- Aim of the exercise: Extract each line of the material that follows exactly and omit its pictures.

- Provided information:
- Opening Delimiter -

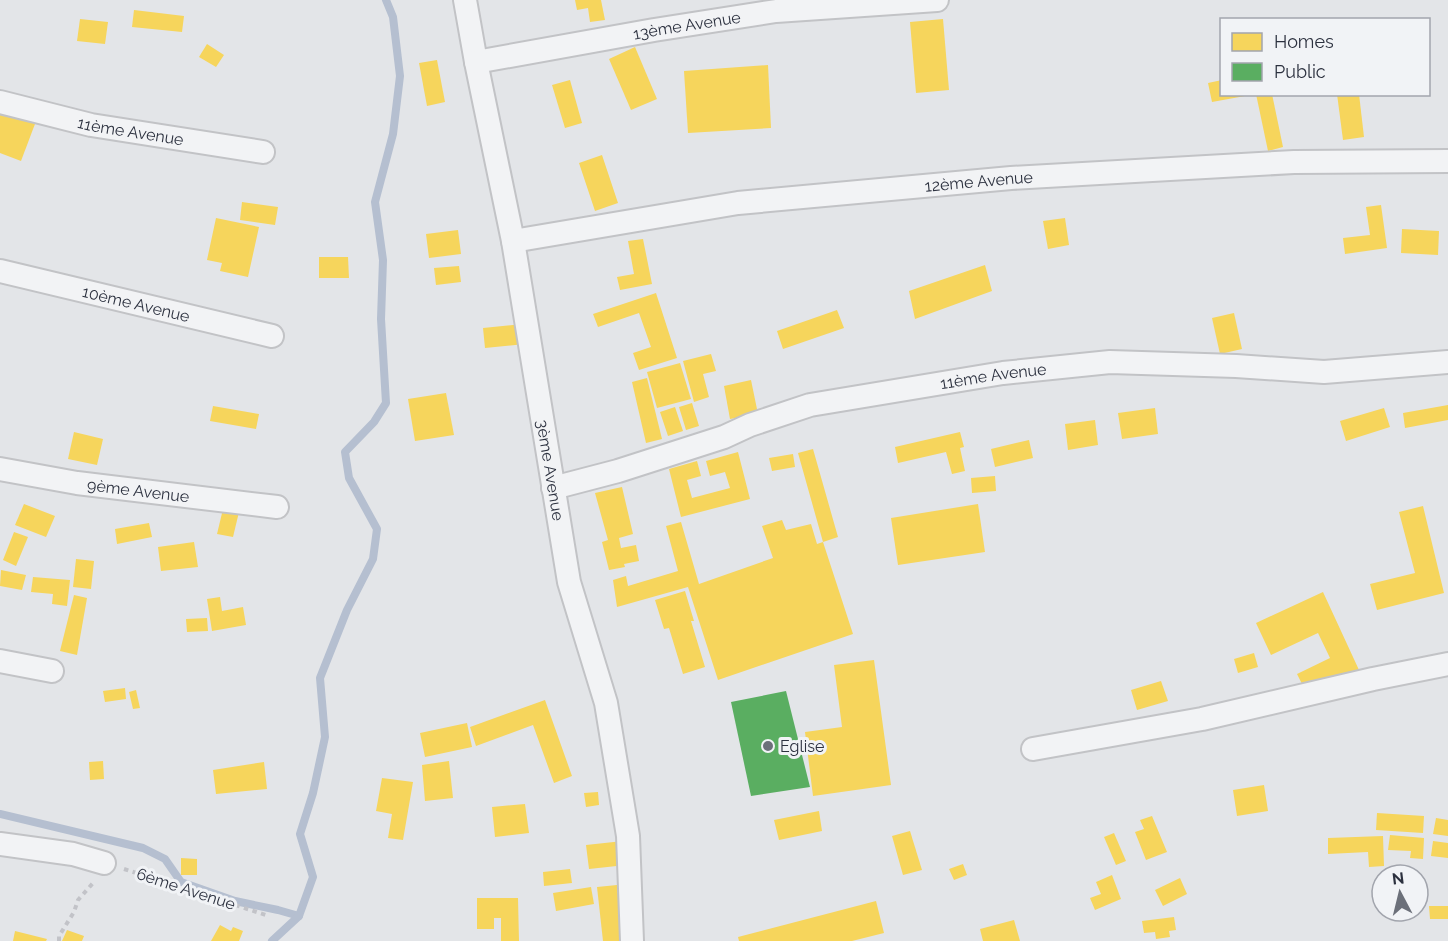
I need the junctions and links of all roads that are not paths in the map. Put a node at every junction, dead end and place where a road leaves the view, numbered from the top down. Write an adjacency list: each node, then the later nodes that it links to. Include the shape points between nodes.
1 (465, 0): 3 (street, 3ème Avenue)
2 (937, 0): 3 (street, 13ème Avenue, via 776,11)
3 (476, 62): 7 (street, 3ème Avenue)
4 (0, 102): 5 (street, 11ème Avenue, via 91,124)
5 (263, 152)
6 (1448, 161): 7 (street, 12ème Avenue, via 1294,162 1011,178 738,203)
7 (513, 241): 12 (street, 3ème Avenue)
8 (0, 271): 9 (street, 10ème Avenue)
9 (272, 336)
10 (1448, 362): 12 (street, 11ème Avenue, via 1324,372 1110,362 1003,373 810,405 724,437)
11 (0, 469): 13 (street, 9ème Avenue, via 77,483)
12 (553, 488): 20 (street, 3ème Avenue, via 569,582 606,704 628,836)
13 (277, 507)
14 (0, 661): 16 (street)
15 (1448, 664): 17 (street, via 1202,719)
16 (52, 672)
17 (1033, 749)
18 (0, 844): 19 (street, via 73,854)
19 (104, 863)
20 (632, 941)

- Closing Delimiter -

- Task answer:
I need the junctions and links of all roads that are not paths in the map. Put a node at every junction, dead end and place where a road leaves the view, numbered from the top down. Write an adjacency list: each node, then the later nodes that it links to. Include the shape points between nodes.
1 (465, 0): 3 (street, 3ème Avenue)
2 (937, 0): 3 (street, 13ème Avenue, via 776,11)
3 (476, 62): 7 (street, 3ème Avenue)
4 (0, 102): 5 (street, 11ème Avenue, via 91,124)
5 (263, 152)
6 (1448, 161): 7 (street, 12ème Avenue, via 1294,162 1011,178 738,203)
7 (513, 241): 12 (street, 3ème Avenue)
8 (0, 271): 9 (street, 10ème Avenue)
9 (272, 336)
10 (1448, 362): 12 (street, 11ème Avenue, via 1324,372 1110,362 1003,373 810,405 724,437)
11 (0, 469): 13 (street, 9ème Avenue, via 77,483)
12 (553, 488): 20 (street, 3ème Avenue, via 569,582 606,704 628,836)
13 (277, 507)
14 (0, 661): 16 (street)
15 (1448, 664): 17 (street, via 1202,719)
16 (52, 672)
17 (1033, 749)
18 (0, 844): 19 (street, via 73,854)
19 (104, 863)
20 (632, 941)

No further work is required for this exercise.